Run through the records and show each line that includes the string "dead".

── Records supplied

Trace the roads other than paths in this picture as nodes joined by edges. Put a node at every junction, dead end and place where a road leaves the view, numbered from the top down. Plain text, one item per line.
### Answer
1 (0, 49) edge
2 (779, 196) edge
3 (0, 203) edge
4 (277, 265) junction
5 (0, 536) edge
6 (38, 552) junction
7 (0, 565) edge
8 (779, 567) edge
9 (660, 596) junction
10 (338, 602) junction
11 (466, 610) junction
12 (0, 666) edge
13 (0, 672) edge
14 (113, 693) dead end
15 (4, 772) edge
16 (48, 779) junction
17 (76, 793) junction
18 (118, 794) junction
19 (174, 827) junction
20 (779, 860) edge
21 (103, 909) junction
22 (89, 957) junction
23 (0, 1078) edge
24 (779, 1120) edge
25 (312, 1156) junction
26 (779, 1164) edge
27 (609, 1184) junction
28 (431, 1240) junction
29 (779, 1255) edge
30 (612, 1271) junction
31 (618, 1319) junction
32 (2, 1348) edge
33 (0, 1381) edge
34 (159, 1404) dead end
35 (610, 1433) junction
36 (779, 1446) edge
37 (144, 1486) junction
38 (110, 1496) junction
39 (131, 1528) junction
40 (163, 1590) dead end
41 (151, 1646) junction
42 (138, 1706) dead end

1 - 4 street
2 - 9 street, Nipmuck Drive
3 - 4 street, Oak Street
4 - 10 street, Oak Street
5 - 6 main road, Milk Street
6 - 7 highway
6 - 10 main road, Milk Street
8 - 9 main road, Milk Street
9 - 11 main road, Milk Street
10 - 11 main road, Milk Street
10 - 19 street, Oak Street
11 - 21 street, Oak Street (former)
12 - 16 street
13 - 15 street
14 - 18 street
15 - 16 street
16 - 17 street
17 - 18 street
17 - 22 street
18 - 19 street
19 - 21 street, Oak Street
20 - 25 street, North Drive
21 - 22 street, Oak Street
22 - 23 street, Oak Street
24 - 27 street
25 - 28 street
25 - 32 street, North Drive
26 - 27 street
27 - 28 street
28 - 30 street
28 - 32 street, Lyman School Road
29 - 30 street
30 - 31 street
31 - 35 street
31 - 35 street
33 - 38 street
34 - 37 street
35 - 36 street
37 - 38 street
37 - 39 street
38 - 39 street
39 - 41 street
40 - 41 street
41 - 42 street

────

* _Answer for the task_
Trace the roads other than paths in this picture as nodes joined by edges. Put a node at every junction, dead end and place where a road leaves the view, numbered from the top down. Plain text, one item per line.
14 (113, 693) dead end
34 (159, 1404) dead end
40 (163, 1590) dead end
42 (138, 1706) dead end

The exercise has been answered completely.